Back from Bread Loaf, back in Santa Barbara and the world smells like flowers. It's something I notice when I leave and come back. In contrast, when I've been here awhile continuously, not something I notice so much. There are other things I'm grateful for upon returning: how good my shower is, the joy of sleeping in my own bed, the comfort of my house.
I am both hyperaware of the world and wanting to shut it out. Also, I'm already back to work, spending my labor on shit I don't really care about—but the weather is beautiful and mortgages aren't cheap and code is easy.
This week, so many poets and poems filling my heart and my head. My workshop was stellar. Everyone just so talented. I felt honored just to be there.
Ok ok. I have to brag a little. You know that thing Paul does on the Great British Baking Show when he is really impressed and likes something?

I had one poem in workshop that was getting suggestions and Tomás Q. Morín, who was our cohort facilitator along with Margaret Ross, told the class "I wouldn't change a word." Me, looking around at everyone with a shit face of did you clock that? 😂 It was a nice moment. One I'm going to remember. Mostly because I love flattery.
Two poems I want to share this week, and then we can talk about a new first draft I wrote. The first one from Jack Spicer, who is quickly becoming a poet I've mistakenly slept on. I mean, fuck me—read this:
“Any fool can get into an ocean . . .”
Jack Spicer
Any fool can get into an ocean
But it takes a Goddess
To get out of one.
What’s true of oceans is true, of course,
Of labyrinths and poems. When you start swimming
Through riptide of rhythms and the metaphor’s seaweed
You need to be a good swimmer or a born Goddess
To get back out of them
Look at the sea otters bobbing wildly
Out in the middle of the poem
They look so eager and peaceful playing out there where the
water hardly moves
You might get out through all the waves and rocks
Into the middle of the poem to touch them
But when you’ve tried the blessed water long
Enough to want to start backward
That’s when the fun starts
Unless you’re a poet or an otter or something supernatural
You’ll drown, dear. You’ll drown
Any Greek can get you into a labyrinth
But it takes a hero to get out of one
What’s true of labyrinths is true of course
Of love and memory. When you start remembering.

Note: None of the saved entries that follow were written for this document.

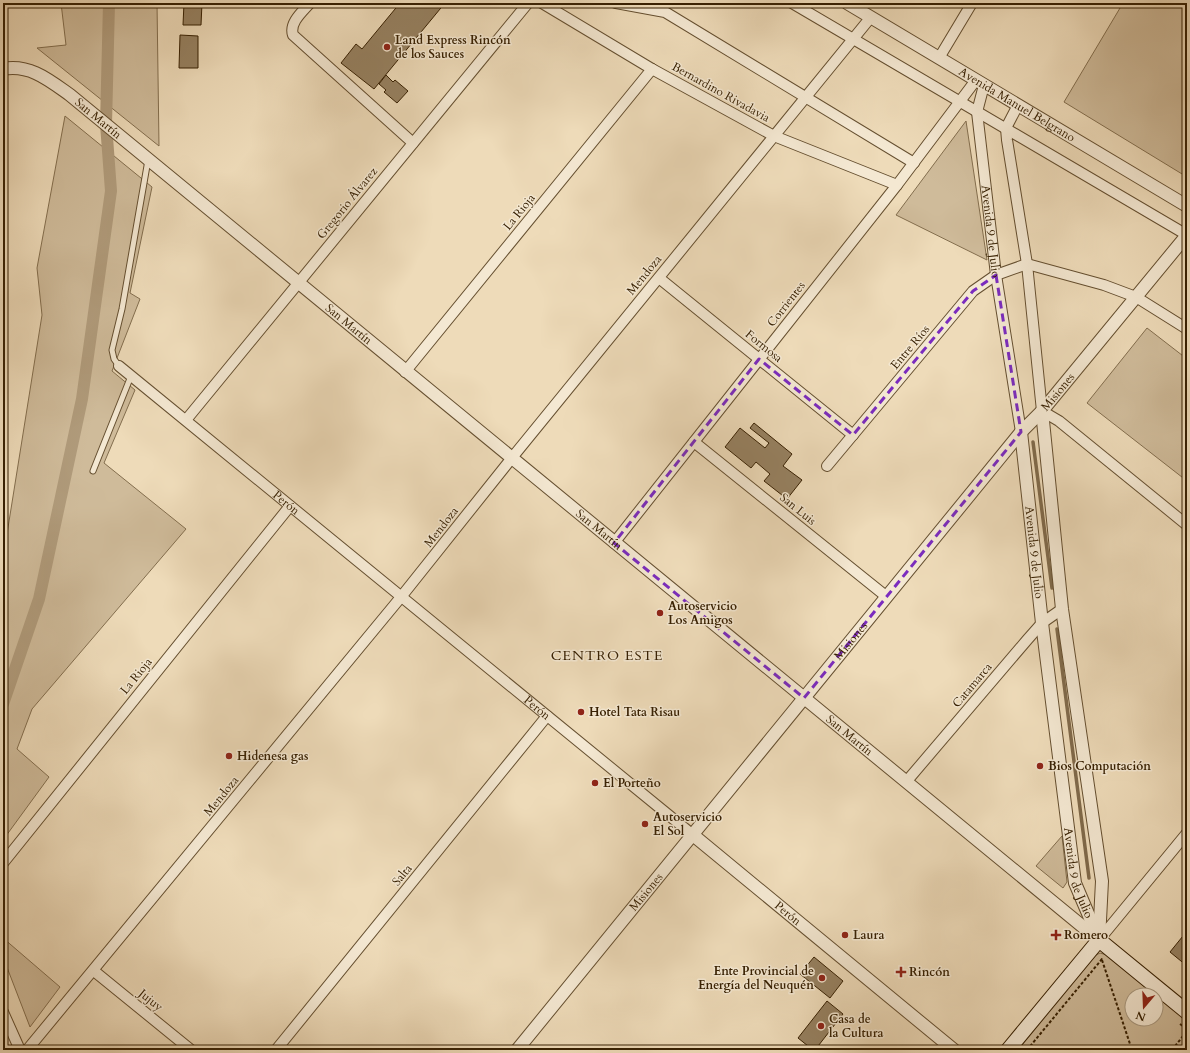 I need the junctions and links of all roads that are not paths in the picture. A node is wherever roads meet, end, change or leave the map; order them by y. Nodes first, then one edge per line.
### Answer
1 (310, 3) edge
2 (528, 3) edge
3 (542, 3) edge
4 (616, 3) edge
5 (792, 3) edge
6 (847, 3) edge
7 (972, 3) edge
8 (871, 17) junction
9 (853, 39) junction
10 (939, 58) junction
11 (3, 69) edge
12 (652, 70) junction
13 (980, 83) junction
14 (806, 97) junction
15 (960, 103) junction
16 (1018, 105) junction
17 (977, 112) junction
18 (1006, 128) junction
19 (774, 136) junction
20 (413, 143) junction
21 (148, 160) junction
22 (914, 163) junction
23 (897, 185) junction
24 (1187, 206) edge
25 (1187, 235) edge
26 (1027, 264) junction
27 (996, 274) junction
28 (659, 278) junction
29 (298, 283) junction
30 (1136, 297) junction
31 (1187, 329) edge
32 (759, 359) junction
33 (119, 366) joint
34 (405, 372) junction
35 (131, 376) junction
36 (1042, 411) junction
37 (186, 420) junction
38 (1021, 432) junction
39 (853, 435) junction
40 (694, 442) junction
41 (511, 459) junction
42 (827, 466) dead end
43 (93, 471) dead end
44 (290, 506) junction
45 (1187, 525) edge
46 (614, 543) junction
47 (402, 597) junction
48 (887, 597) junction
49 (1062, 609) junction
50 (1042, 623) junction
51 (804, 698) junction
52 (547, 716) junction
53 (906, 782) junction
54 (1187, 833) edge
55 (693, 835) junction
56 (3, 863) edge
57 (1099, 940) junction
58 (94, 971) junction
59 (3, 1012) edge
60 (1187, 1012) edge
61 (20, 1050) edge
62 (28, 1050) edge
63 (191, 1050) edge
64 (276, 1050) edge
65 (517, 1050) edge
66 (954, 1050) edge
67 (1008, 1050) edge

1 - 20 street
2 - 20 street, Gregorio Álvarez
3 - 12 street, Bernardino Rivadavia
4 - 14 street
5 - 9 street
6 - 8 street, Avenida Manuel Belgrano
7 - 10 street
8 - 9 street, Mendoza
8 - 10 street, Avenida Manuel Belgrano
9 - 14 street, Mendoza
9 - 15 street
10 - 13 street, Avenida Manuel Belgrano
11 - 21 street, San Martín
12 - 19 street, Bernardino Rivadavia
12 - 34 street, La Rioja
13 - 15 street, Corrientes
13 - 16 street, Avenida Manuel Belgrano
13 - 17 street, Avenida 9 de Julio
14 - 19 street, Mendoza
14 - 22 street
15 - 17 street
15 - 22 street, Corrientes
16 - 18 street
16 - 24 street, Avenida Manuel Belgrano
17 - 18 street
17 - 27 street, Avenida 9 de Julio
18 - 25 street
18 - 26 street, Avenida 9 de Julio
19 - 23 street, Bernardino Rivadavia
19 - 28 street, Mendoza
20 - 29 street, Gregorio Álvarez
21 - 29 street, San Martín
21 - 33 lane
22 - 23 street, Corrientes
23 - 32 street, Corrientes
25 - 30 street, Misiones
26 - 27 street, Entre Ríos
26 - 30 street
26 - 36 street, Avenida 9 de Julio
27 - 38 street, Avenida 9 de Julio
27 - 39 street, Entre Ríos
28 - 32 street, Formosa
28 - 41 street, Mendoza
29 - 34 street, San Martín
29 - 37 street, Gregorio Álvarez
30 - 31 street
30 - 36 street, Misiones
32 - 39 street, Formosa
32 - 40 street, Corrientes
33 - 35 street, Perón
34 - 41 street, San Martín
35 - 37 street, Perón
35 - 43 lane
36 - 38 street, Misiones
36 - 45 street
36 - 49 street, Avenida 9 de Julio
37 - 44 street, Perón
38 - 48 street, Misiones
38 - 50 street, Avenida 9 de Julio
39 - 42 street, Entre Ríos
40 - 46 street, Corrientes
40 - 48 street, San Luis
41 - 46 street, San Martín
41 - 47 street, Mendoza
44 - 47 street, Perón
44 - 56 street, La Rioja
46 - 51 street, San Martín
47 - 52 street, Perón
47 - 58 street, Mendoza
48 - 51 street, Misiones
49 - 50 street, Catamarca
49 - 57 street, Avenida 9 de Julio
50 - 53 street, Catamarca
50 - 57 street, Avenida 9 de Julio
51 - 53 street, San Martín
51 - 55 street, Misiones
52 - 55 street, Perón
52 - 64 street, Salta
53 - 57 street, San Martín
54 - 57 street
55 - 65 street, Misiones
55 - 66 street, Perón
57 - 60 main road, San Martín
57 - 67 main road
58 - 62 street, Mendoza
58 - 63 street, Jujuy
59 - 61 street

I've mentioned before Ocean Vuong's paraphrased quote that "writing is listening to the universe". And since we all stand on the shoulders of giants, even Ocean Vuong, it should be noted that Jack Spicer wrote what he described as "dictated poetry". From the Poetry Foundation:
From his 1957 book After Lorca onward, Spicer wrote what he described as “dictated” poetry. For Spicer, the poet acts as a receptive host for language, rather than as an agent of self-expression. In his 1965 Vancouver Lectures, he illustrated this process by claiming he received his poetry from “Martian” sources, from the dead, and by likening the poet to a radio receiving transmissions. As Gizzi states in his introduction to The House That Jack Built: The Collected Lectures of Jack Spicer, “[The] game between the material and invisible worlds places the poet in the embarrassing position of merely following orders from the beyond. But, Spicer reassures his young audience, the best condition for the poem is one of not-knowing, and the poet has a better chance of that with dictation than with self-expression. The better the poem, the less responsible the poet is for it. So Spicer wages battle with the creative ego in terms that remain provocative in an age still searching for poetic authenticity and identity.”
And before Spicer, there was Pessoa, a Portuguese poet who wrote under his own name and 75 others, called heteronyms. While the concept of heteronyms contains nuance distinctive from dictated poetry, it's still a form of listening to the universe.
I'd highly recommend a trip to Lisbon. Pessoa is everywhere.
Spicer's poem starts so simply, flawlessly morphing into an ars poetica. It becomes more than the ocean. More than an extended metaphor. I'd be surprised if it took more than 15 minutes to write and yet…
The second poem is from Kim Addonizio.
You with the Crack Running Through You
Kim Addonizio
I can seep in, I can dry clear.
And yes it would still be there.
And no I couldn’t hold you forever.
But isn’t it drafty at night,
alone in that canyon
with the wind of the mind
dragging its debris—
I wanted to put
my mouth on you
and draw out whatever toxin…
—but I understand. There are limits
to love. Here is a flower
that needs no water.
It can grow anywhere,
nourished on nothing.
And yes.
The ending here took my breath away. Like, what the fuck does that mean? Hope? A call for healing? Probably something different to everyone, which is an extremely powerful technique if done correctly. Two perfect words which contain entire universes and timelines and meaning.